Batman: Dark Patterns #9 – Review

1 week ago 16

Writing reviews can get repetitive.

When you’re lucky enough to be covering the best Batman comic in years, then things can start to get really repetitive.

I’m happy to come on here every month and declare Dan Watters and Hayden Sherman’s “Dark Patterns”, wrapping up its third and best chapter, the best and most consistent title DC is putting out these days over and over. But there comes a point where you may need to stop taking my word for it and run, not walk, to your LCS and get all 9 issues.

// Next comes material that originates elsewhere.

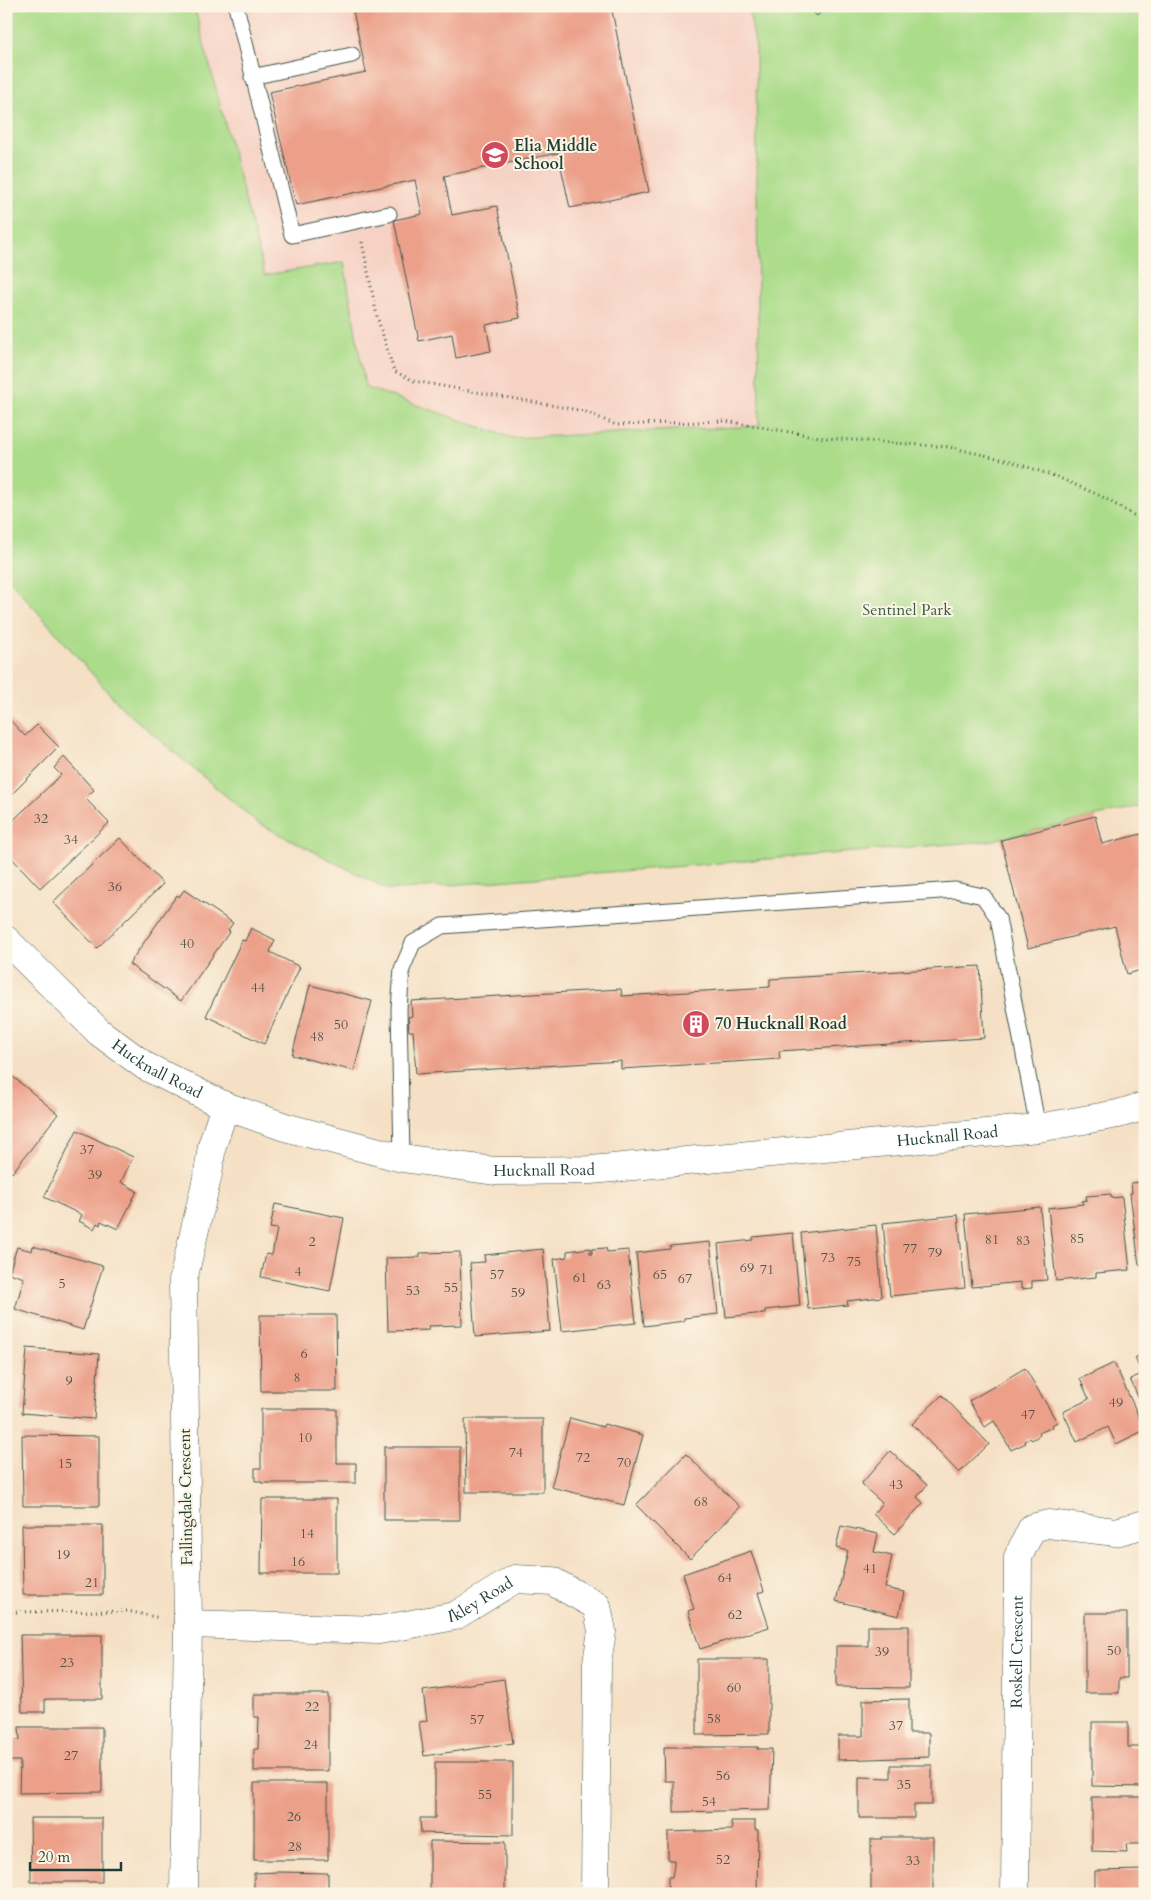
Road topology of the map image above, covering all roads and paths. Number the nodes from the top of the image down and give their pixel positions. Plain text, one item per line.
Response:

You are buying these things, aren’t you?

In classic thriller third-act fashion, Batman wakes up bound and bleached in the dank Rookery apartment which he deduces is the de facto headquarters of this strange and chillingly revitalized Red Hood gang. Robbed of his physical faculties, the Dark Knight Detective must further deduce the motive and secrets of his captors, an elderly man and his teenage sidekicks, and escape in time to stop the fires ravaging Gotham.

This issue is a brilliant and succinct example of this reviewer’s particular favorite type of Batman story: one which recognizes that dressing up as a fearsome creature of darkness and instilling fear into the wretched denizens of a vulnerable city might not be a healthy thing to do, either for the city or for the man. Fear, intimidation, force, theatricality, pain: the best modern deconstructions of the Batman mythos have forced the man to reckon with the inherent dangers of these tools. “Dark Patterns” #9 does this brilliantly, albeit bleakly. There’s no day saved, there are no answers, there are simply more questions, more doubts, more anxieties. More fear.

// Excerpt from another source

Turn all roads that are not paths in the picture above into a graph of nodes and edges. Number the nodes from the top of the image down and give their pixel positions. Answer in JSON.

Batman’s mental acuity is on full display here. He displays intricate forensic knowledge, leveraging the gruesome details against his squeamish foes to great success. It’s a winning moment of Batman’s intellectual prowess and detective work, one which recalls Robert Pattinson identifying the bruising around the slain mayor’s hand wound in the opening scene of 2022’s “The Batman”, a small but brilliant bit of detective work which allows the GCPD to get a more accurate timeline. Though Batman is on his own here in this issue, distinctly without hope of GCPD backup here in this blighted neighborhood, it’s a similarly effective touch.

Hayden Sherman, recent co-recipient of the 2025 Eisner Award for Best New Series for his stunning work on the Kelly Thompson-scripted smash hit Absolute Wonder Woman, continues to display mind-bending and inspired panel structuring. There’s one particular page which sees the Red Hood boys bickering over lookout duties told in three three-dimensionally receding rectangles pointing down the corridor through which the unlucky brother passes in order to exit the apartment, the three panels looming over the Batman like the watchful, intimidating eyes of his captors.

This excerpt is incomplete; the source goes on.